### Exercise data:
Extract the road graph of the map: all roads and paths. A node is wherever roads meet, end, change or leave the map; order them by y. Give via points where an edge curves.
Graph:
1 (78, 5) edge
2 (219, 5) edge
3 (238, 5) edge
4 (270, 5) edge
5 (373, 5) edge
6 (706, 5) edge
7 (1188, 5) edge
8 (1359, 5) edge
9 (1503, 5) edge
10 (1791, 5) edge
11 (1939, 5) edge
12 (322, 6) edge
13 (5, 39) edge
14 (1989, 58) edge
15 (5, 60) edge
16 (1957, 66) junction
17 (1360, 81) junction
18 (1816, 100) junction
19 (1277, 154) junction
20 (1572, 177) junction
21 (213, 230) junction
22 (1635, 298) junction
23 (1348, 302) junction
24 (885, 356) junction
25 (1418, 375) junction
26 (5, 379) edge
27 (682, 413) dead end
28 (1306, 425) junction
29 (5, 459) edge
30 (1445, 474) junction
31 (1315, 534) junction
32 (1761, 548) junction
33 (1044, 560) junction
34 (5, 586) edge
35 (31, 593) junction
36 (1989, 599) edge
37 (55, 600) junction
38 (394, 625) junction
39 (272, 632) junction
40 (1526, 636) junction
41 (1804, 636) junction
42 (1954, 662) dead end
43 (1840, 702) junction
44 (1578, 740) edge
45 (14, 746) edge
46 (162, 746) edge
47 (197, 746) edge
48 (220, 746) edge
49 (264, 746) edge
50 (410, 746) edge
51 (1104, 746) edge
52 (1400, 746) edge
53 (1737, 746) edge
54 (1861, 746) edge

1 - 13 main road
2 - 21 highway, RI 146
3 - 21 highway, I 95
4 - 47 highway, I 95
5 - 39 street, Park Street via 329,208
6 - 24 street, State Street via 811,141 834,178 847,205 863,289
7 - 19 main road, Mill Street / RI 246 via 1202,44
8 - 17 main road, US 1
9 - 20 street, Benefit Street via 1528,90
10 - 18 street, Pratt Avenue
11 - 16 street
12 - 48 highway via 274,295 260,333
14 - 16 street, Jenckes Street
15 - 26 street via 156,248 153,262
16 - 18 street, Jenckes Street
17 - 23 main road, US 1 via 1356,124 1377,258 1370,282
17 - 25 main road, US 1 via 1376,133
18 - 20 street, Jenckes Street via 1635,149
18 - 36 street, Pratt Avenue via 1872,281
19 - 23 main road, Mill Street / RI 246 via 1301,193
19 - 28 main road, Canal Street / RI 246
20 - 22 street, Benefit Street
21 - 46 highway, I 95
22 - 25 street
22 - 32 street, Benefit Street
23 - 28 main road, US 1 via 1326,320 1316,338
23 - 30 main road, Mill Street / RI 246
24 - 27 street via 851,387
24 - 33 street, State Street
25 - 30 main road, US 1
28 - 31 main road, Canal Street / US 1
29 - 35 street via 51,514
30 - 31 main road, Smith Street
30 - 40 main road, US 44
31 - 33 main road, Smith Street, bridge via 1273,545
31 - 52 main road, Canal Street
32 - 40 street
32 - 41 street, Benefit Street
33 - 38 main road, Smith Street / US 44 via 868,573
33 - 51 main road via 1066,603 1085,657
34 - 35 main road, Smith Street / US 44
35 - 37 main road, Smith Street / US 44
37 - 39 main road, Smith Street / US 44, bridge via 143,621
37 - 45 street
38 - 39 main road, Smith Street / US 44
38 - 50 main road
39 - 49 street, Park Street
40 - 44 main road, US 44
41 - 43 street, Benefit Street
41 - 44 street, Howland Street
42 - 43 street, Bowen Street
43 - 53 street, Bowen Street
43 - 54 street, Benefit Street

### What you have to do:
The expected answer is every line above in which the word "Canal" appears.

### Answer section:
19 - 28 main road, Canal Street / RI 246
28 - 31 main road, Canal Street / US 1
31 - 52 main road, Canal Street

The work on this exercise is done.